Source material:
__________________________________________________

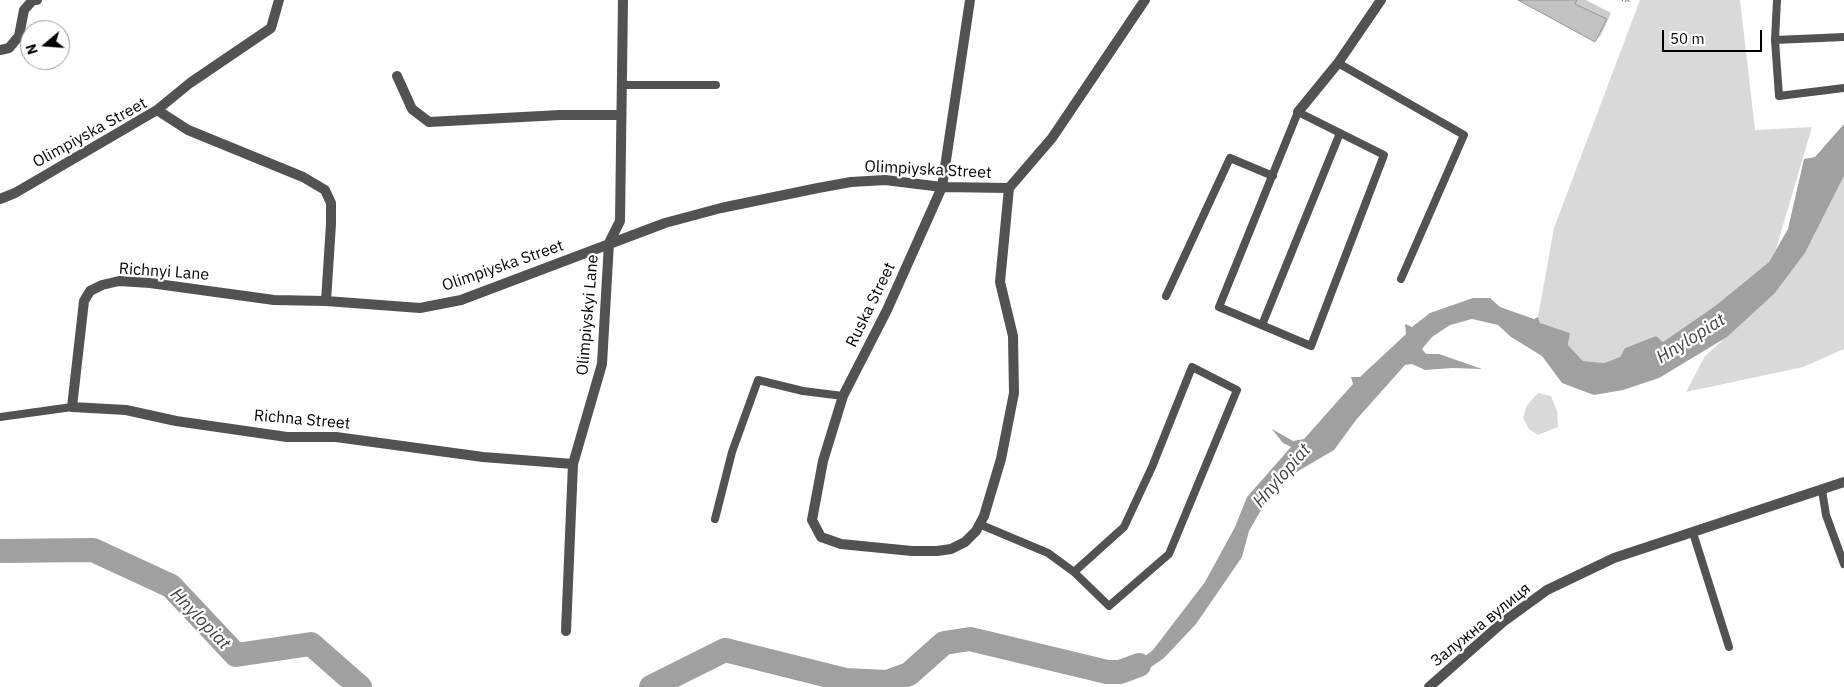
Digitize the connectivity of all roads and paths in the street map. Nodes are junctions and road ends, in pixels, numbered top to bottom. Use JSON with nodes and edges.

__________________________________________________

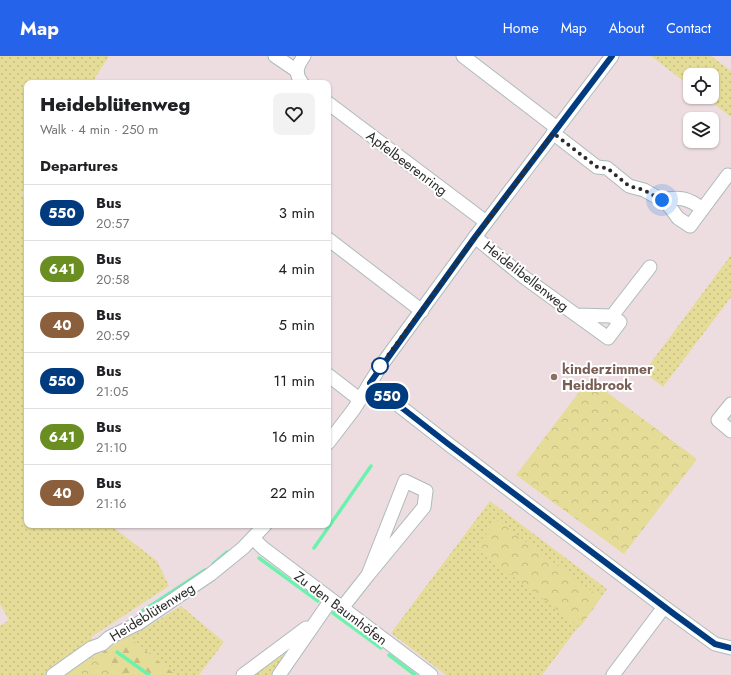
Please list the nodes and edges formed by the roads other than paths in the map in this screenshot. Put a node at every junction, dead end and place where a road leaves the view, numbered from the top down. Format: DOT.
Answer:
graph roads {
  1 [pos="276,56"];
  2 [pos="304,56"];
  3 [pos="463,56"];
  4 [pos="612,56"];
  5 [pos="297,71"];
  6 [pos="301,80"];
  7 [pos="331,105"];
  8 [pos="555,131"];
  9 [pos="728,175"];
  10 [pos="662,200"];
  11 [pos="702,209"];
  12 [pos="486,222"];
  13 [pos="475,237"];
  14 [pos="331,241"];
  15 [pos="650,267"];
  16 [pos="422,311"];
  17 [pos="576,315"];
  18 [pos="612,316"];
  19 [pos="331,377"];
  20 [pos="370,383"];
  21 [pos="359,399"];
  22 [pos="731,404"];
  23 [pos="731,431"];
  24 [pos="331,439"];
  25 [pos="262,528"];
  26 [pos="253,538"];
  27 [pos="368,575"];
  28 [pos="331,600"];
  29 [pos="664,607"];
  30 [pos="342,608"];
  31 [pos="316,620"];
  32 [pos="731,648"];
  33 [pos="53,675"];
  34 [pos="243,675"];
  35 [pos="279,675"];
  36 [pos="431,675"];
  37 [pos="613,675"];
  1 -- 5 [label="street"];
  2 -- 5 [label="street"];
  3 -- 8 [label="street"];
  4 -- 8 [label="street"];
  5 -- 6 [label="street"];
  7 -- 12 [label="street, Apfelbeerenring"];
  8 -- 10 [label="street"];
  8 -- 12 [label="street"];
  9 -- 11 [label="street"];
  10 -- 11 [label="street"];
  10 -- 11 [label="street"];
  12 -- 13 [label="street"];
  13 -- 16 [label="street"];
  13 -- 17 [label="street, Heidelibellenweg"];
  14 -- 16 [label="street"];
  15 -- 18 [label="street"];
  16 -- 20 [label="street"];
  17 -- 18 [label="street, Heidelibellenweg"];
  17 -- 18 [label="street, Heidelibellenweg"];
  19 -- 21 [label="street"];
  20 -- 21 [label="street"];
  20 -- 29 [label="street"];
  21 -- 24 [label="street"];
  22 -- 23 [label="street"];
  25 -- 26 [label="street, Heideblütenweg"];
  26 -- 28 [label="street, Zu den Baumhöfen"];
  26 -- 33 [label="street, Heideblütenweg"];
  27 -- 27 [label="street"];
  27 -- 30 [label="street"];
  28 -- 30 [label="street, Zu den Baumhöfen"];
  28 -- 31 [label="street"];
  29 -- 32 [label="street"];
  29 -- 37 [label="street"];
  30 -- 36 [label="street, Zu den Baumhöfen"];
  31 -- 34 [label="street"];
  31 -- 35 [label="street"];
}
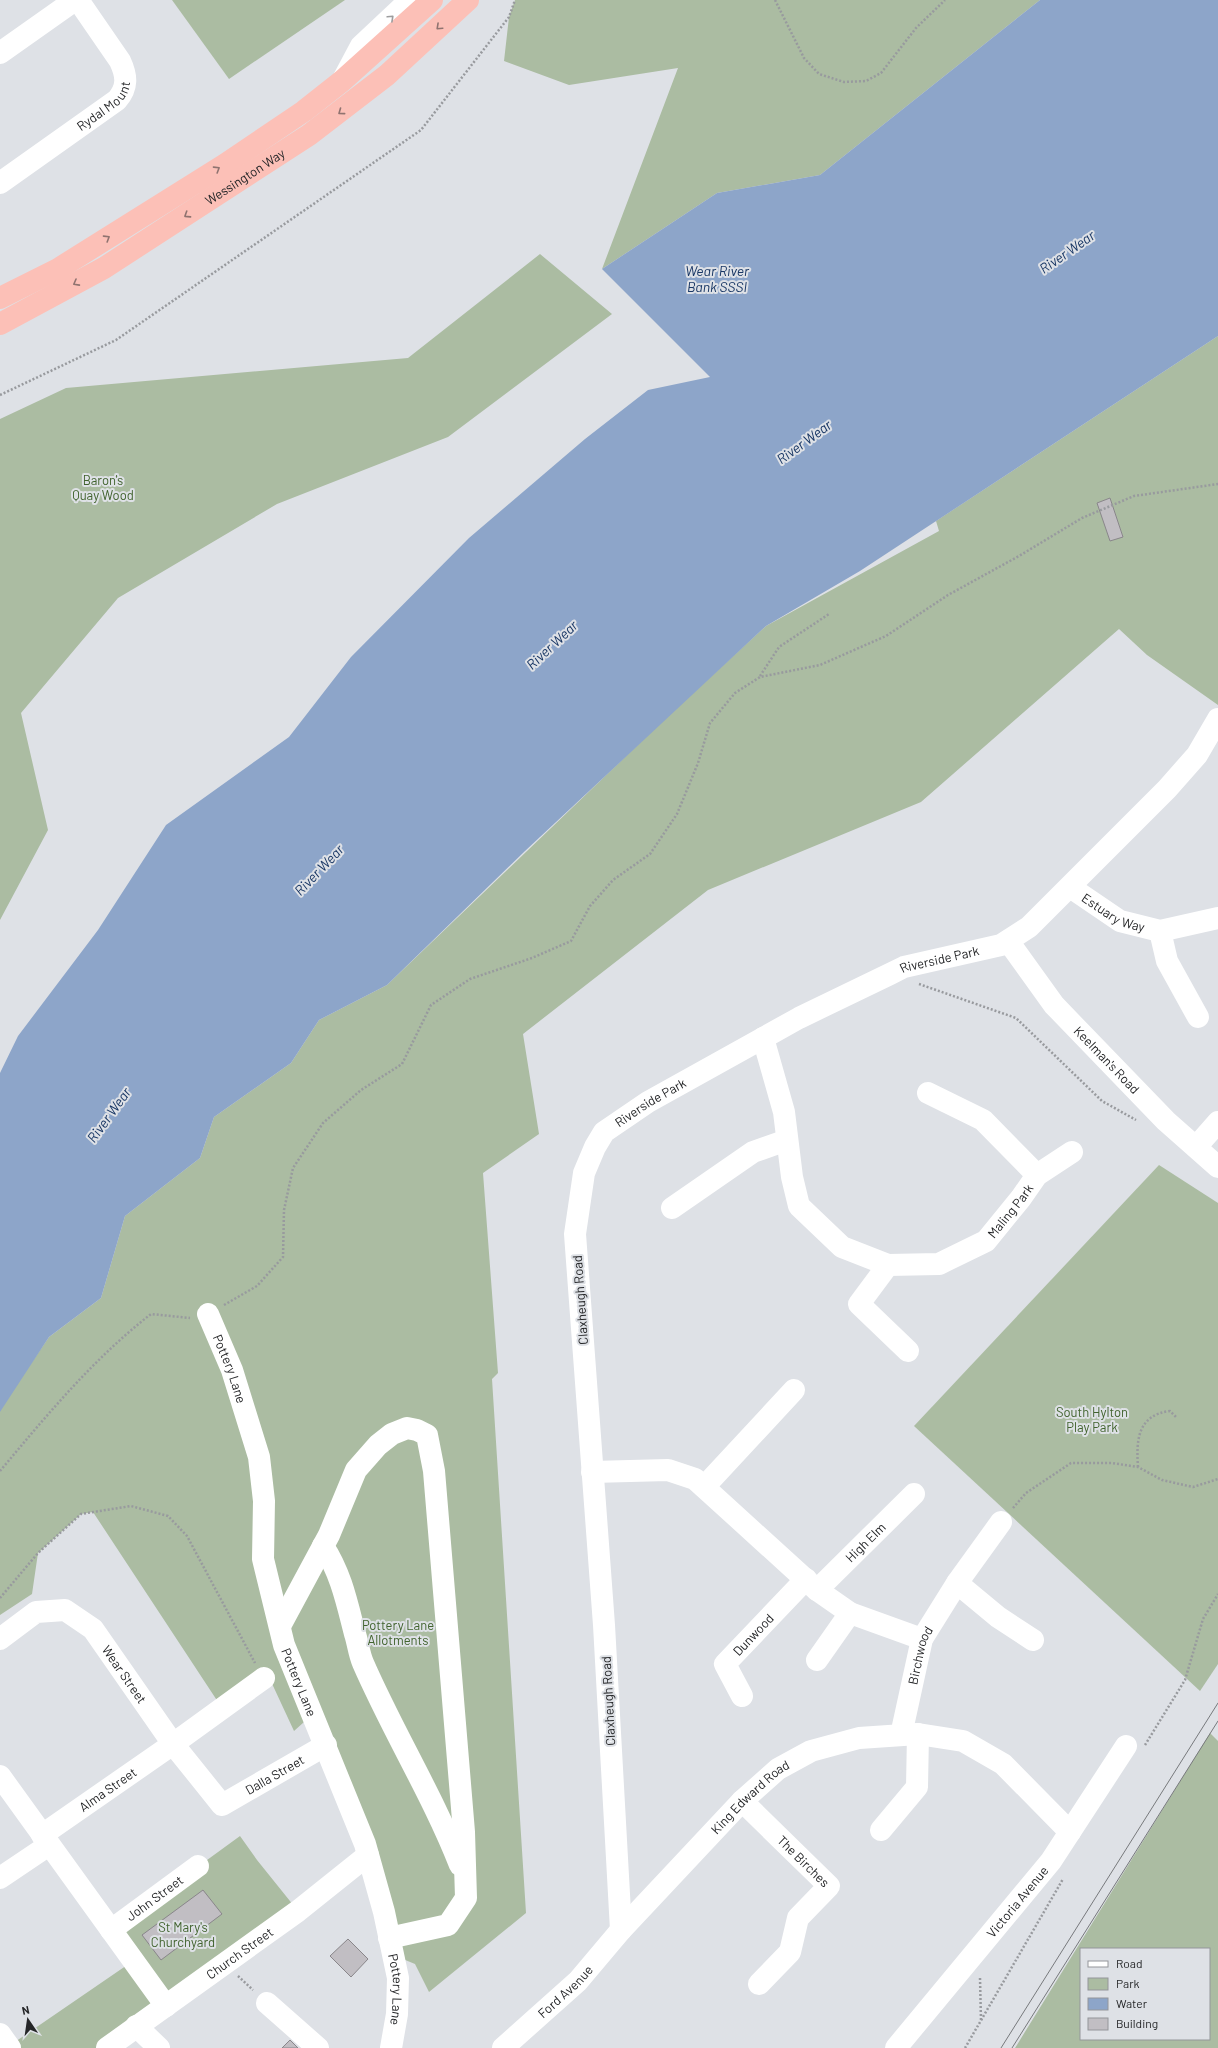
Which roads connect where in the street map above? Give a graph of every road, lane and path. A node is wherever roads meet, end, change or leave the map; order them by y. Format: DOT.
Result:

__________________________________________________

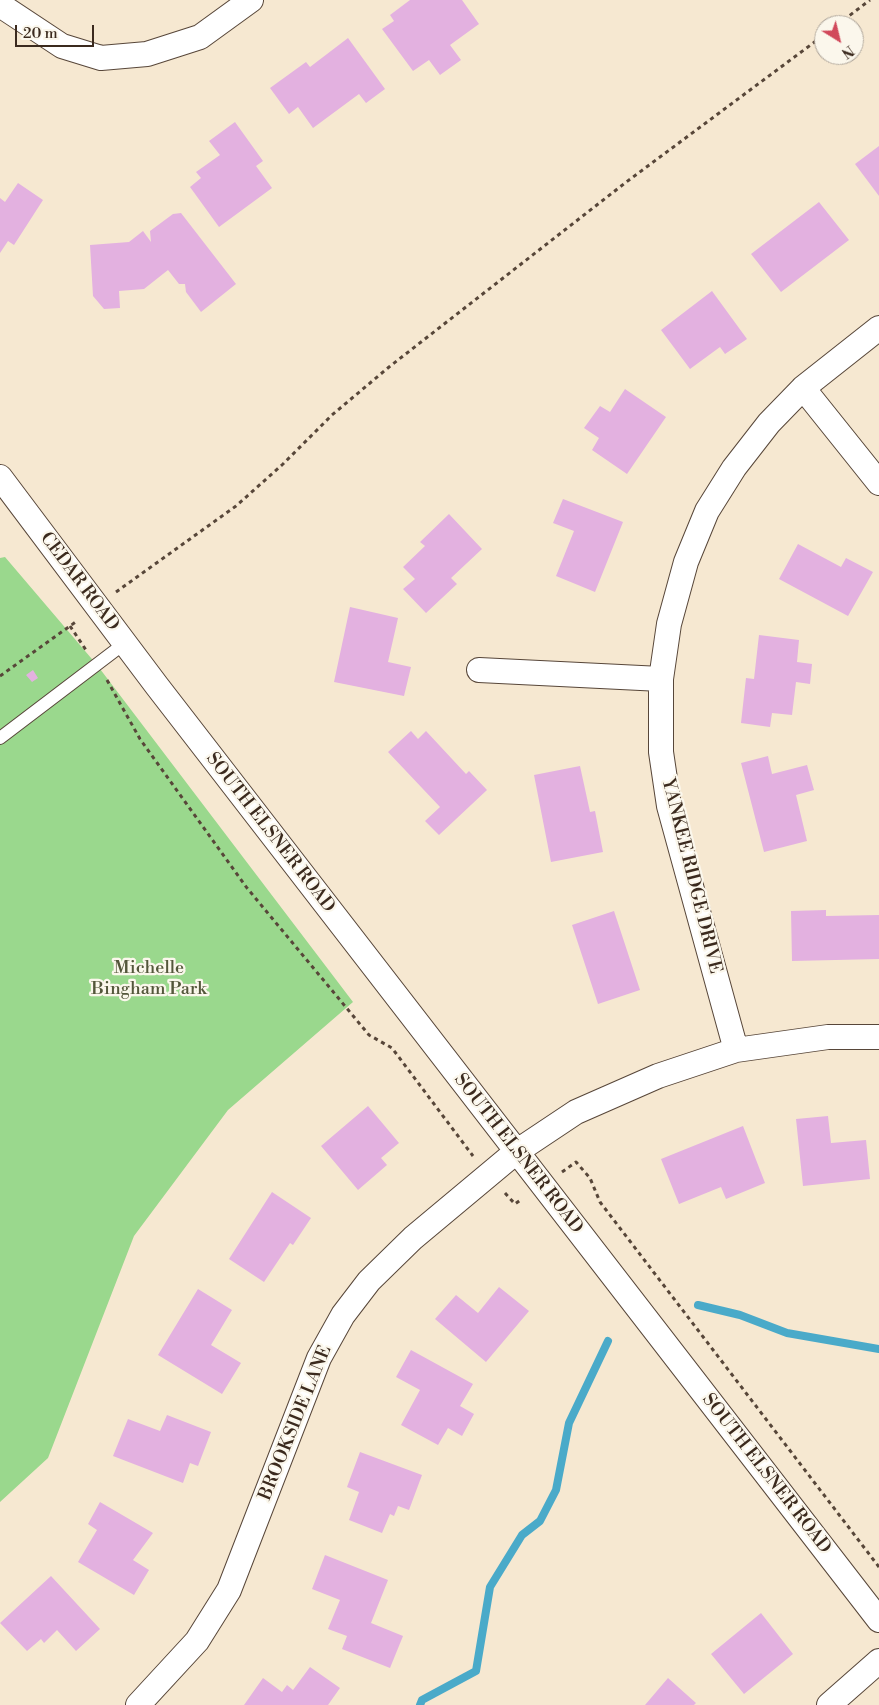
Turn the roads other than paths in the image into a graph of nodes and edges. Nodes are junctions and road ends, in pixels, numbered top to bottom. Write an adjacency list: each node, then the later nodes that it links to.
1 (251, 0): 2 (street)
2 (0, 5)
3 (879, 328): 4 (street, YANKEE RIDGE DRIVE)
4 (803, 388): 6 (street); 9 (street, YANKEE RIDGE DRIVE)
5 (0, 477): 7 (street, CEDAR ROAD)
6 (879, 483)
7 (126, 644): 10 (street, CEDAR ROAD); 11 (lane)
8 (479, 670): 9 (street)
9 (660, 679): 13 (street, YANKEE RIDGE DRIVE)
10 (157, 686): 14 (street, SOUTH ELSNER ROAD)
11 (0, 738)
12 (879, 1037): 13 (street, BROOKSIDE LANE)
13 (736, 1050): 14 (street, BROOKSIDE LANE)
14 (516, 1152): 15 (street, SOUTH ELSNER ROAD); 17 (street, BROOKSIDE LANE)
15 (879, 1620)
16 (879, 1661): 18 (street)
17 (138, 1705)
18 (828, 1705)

__________________________________________________

About this task:
Only lines containing the word "every" should be copied from the material above.

Solution to this exercise:
Please list the nodes and edges formed by the roads other than paths in the map in this screenshot. Put a node at every junction, dead end and place where a road leaves the view, numbered from the top down. Format: DOT.
Which roads connect where in the street map above? Give a graph of every road, lane and path. A node is wherever roads meet, end, change or leave the map; order them by y. Format: DOT.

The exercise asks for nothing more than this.